## Co-author Network Label Propagation

This experiment tests how different data integration setups can affect community label propagation in a co-author network

We use the feature setup and network integrator.

In [1]:
from nidmod.datahandling.dataintegration import FeatureSetup, NetworkIntegrator

We have an adjacency matrix, an authors list, community labels for the nodes/authors, and noisy author names.

In [2]:
import pandas as pd
import networkx as nx
import numpy as np
from networkx.algorithms import node_classification

adj = np.loadtxt('adjacency.txt')
G = nx.from_numpy_matrix(adj)

author_names = pd.read_csv('authors.txt', header = None)

author_comms = pd.read_csv('commLabels.txt', sep = ' ')

adjusted_names = pd.read_csv('authors_noisy.csv')
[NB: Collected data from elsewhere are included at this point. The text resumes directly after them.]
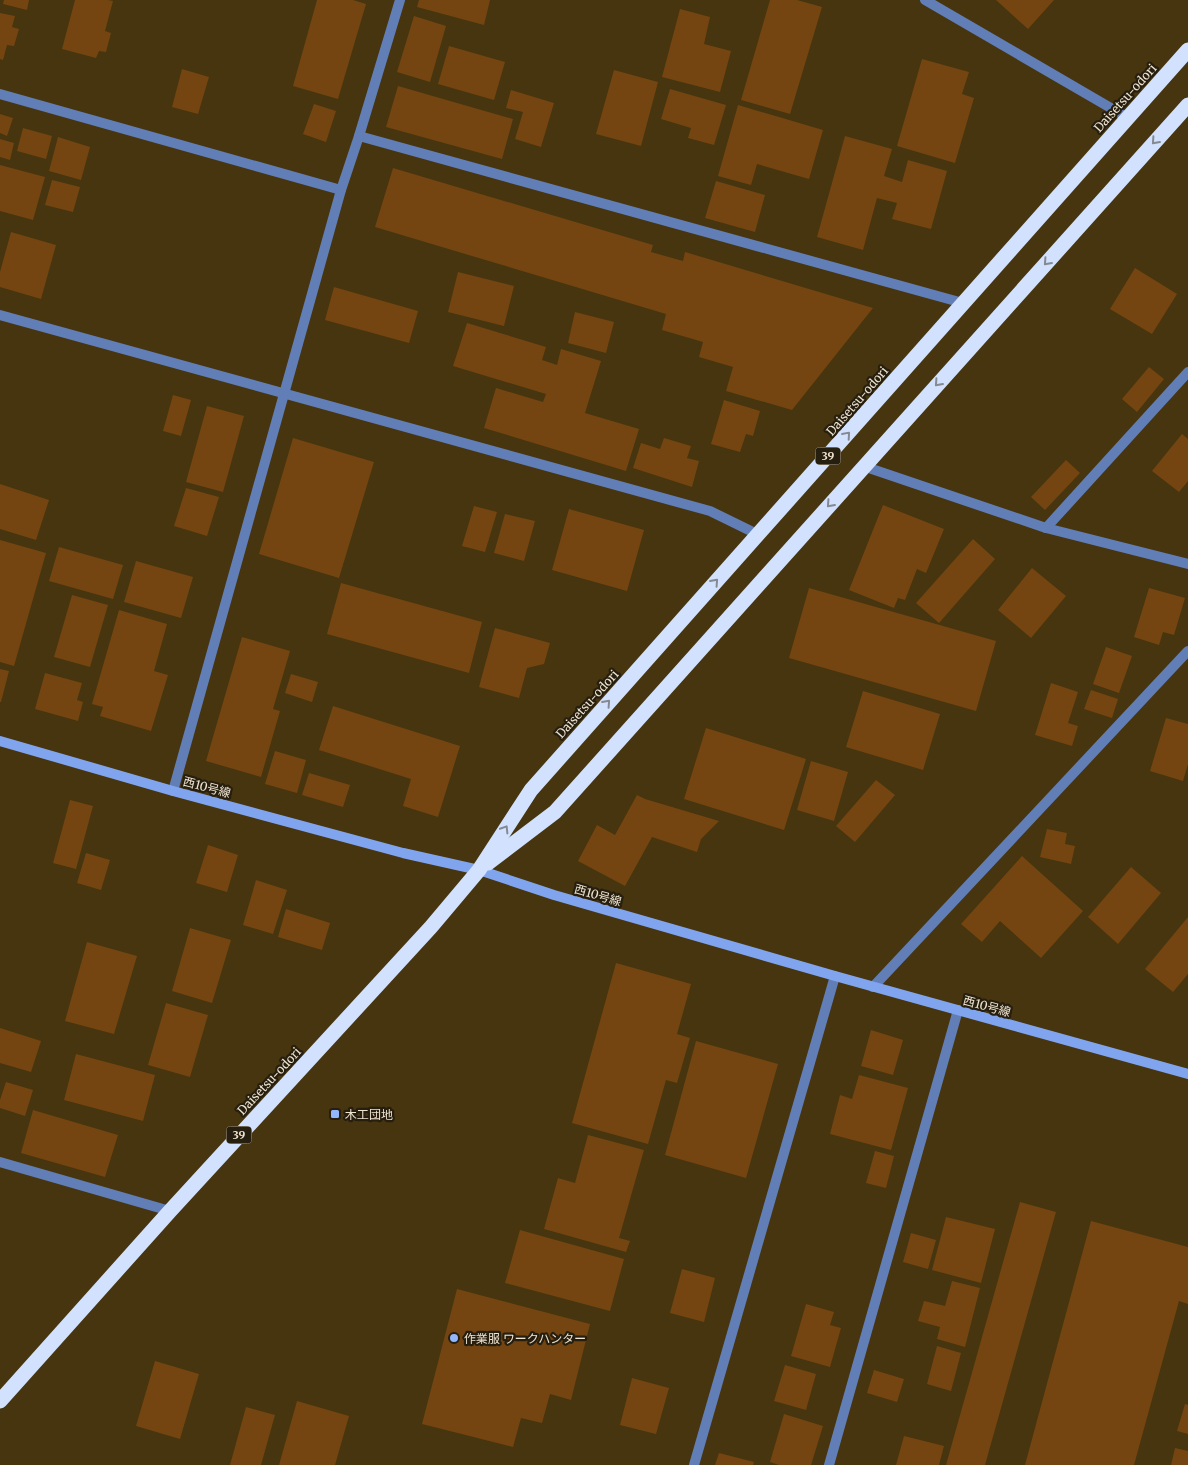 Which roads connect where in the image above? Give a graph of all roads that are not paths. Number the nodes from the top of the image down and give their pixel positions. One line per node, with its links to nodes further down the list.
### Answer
1 (400, 0): 7 (street)
2 (925, 0): 6 (street)
3 (1188, 50): 6 (highway, Daisetsu-odori / 39)
4 (0, 94): 8 (street)
5 (1188, 104): 13 (highway, Daisetsu-odori / 39, one-way to 13)
6 (1128, 118): 9 (highway, Daisetsu-odori / 39)
7 (359, 136): 8 (street); 9 (street)
8 (341, 190): 12 (street)
9 (963, 303): 15 (highway, Daisetsu-odori / 39, one-way to 9)
10 (0, 315): 12 (street)
11 (1188, 372): 14 (street)
12 (284, 393): 15 (street); 19 (street)
13 (863, 466): 14 (street); 20 (highway, Daisetsu-odori / 39, one-way to 20)
14 (1046, 528): 16 (street)
15 (758, 534): 20 (highway, Daisetsu-odori / 39, one-way to 15)
16 (1188, 564)
17 (1188, 651): 22 (street)
18 (0, 741): 19 (street, 西10号線)
19 (174, 791): 20 (street, 西10号線)
20 (479, 870): 21 (street, 西10号線); 26 (highway, Daisetsu-odori / 39)
21 (835, 976): 22 (street, 西10号線); 28 (street)
22 (873, 987): 23 (street, 西10号線)
23 (958, 1010): 24 (street, 西10号線); 29 (street)
24 (1188, 1074)
25 (0, 1162): 26 (street)
26 (170, 1211): 27 (highway, Daisetsu-odori / 39)
27 (0, 1401)
28 (694, 1465)
29 (829, 1465)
We create dataframes and dictionaries with all the correct, non-noisy information.

In [3]:
num_authors = len(author_names)
network0_names = author_names.rename(columns={0:'name'}, index=dict(zip(np.arange(num_authors), ['network0_' + str(x) for x in np.arange(num_authors)])))
author_comms = author_comms.rename(index=dict(zip(np.arange(num_authors), ['network0_' + str(x) for x in np.arange(num_authors)])))
author_comms_dict = author_comms.to_dict()

We create a function that splits the true network randomly in two and then randomly relabels the nodes in the second network with the noisy author names.

In [4]:
def create_split_networks():
    G_0 = nx.Graph()
    G_1 = nx.Graph()

    G_0.add_nodes_from(list(G.nodes()))
    G_1.add_nodes_from(list(G.nodes()))

    # randomly dividing the edges between the two networks
    for edge in list(G.edges()):

        reassignment = np.random.randint(0, 2)
        if reassignment == 0:
            G_0.add_edge(*edge)
        else:
            G_1.add_edge(*edge)

    G_0 = nx.relabel_nodes(G_0, dict(zip(list(G_0.nodes()), ['network0_' + str(x) for x in list(G_0.nodes())])))
    G_1 = nx.relabel_nodes(G_1, dict(zip(list(G_1.nodes()), ['network1_' + str(x) for x in list(G_1.nodes())])))

    network1_names = pd.DataFrame(index = ['network1_' + str(x) for x in np.arange(num_authors)])

    # randomly relabelling the the nodes in the noisy network
    names = []
    for i in range(num_authors):
        if np.random.randint(0,2) == 0:
            names.append(adjusted_names.iloc[i].values[0])
        else:
            names.append(author_names.iloc[i].values[0])
    network1_names['name'] = names
    
    return G_0, G_1, network1_names

We create a function that splits the networks and integrates them before running the label propagation. We can define which string similarity thresholds are tested and the number of simulations that are tested.

In [5]:
def integrate_and_diffuse(thresholds, splits):
    all_comm_prop = pd.DataFrame()
    all_graph_prop = pd.DataFrame()

    for num_split in range(splits):
    
        # we create the two networks with noisy author names
        G_0, G_1, network1_names = create_split_networks()
        
        index_setup = {'Full': [[]]}
        integrated_graphs = []

        # for each string threshold, we perform integration
        for string_threshold in thresholds:

            compare_setup = {'String': [['name', 'name', 'levenshtein', string_threshold]]}

            feature_setup = FeatureSetup(index_setup, compare_setup, network0_names, network1_names)
            features = feature_setup.calculate_features()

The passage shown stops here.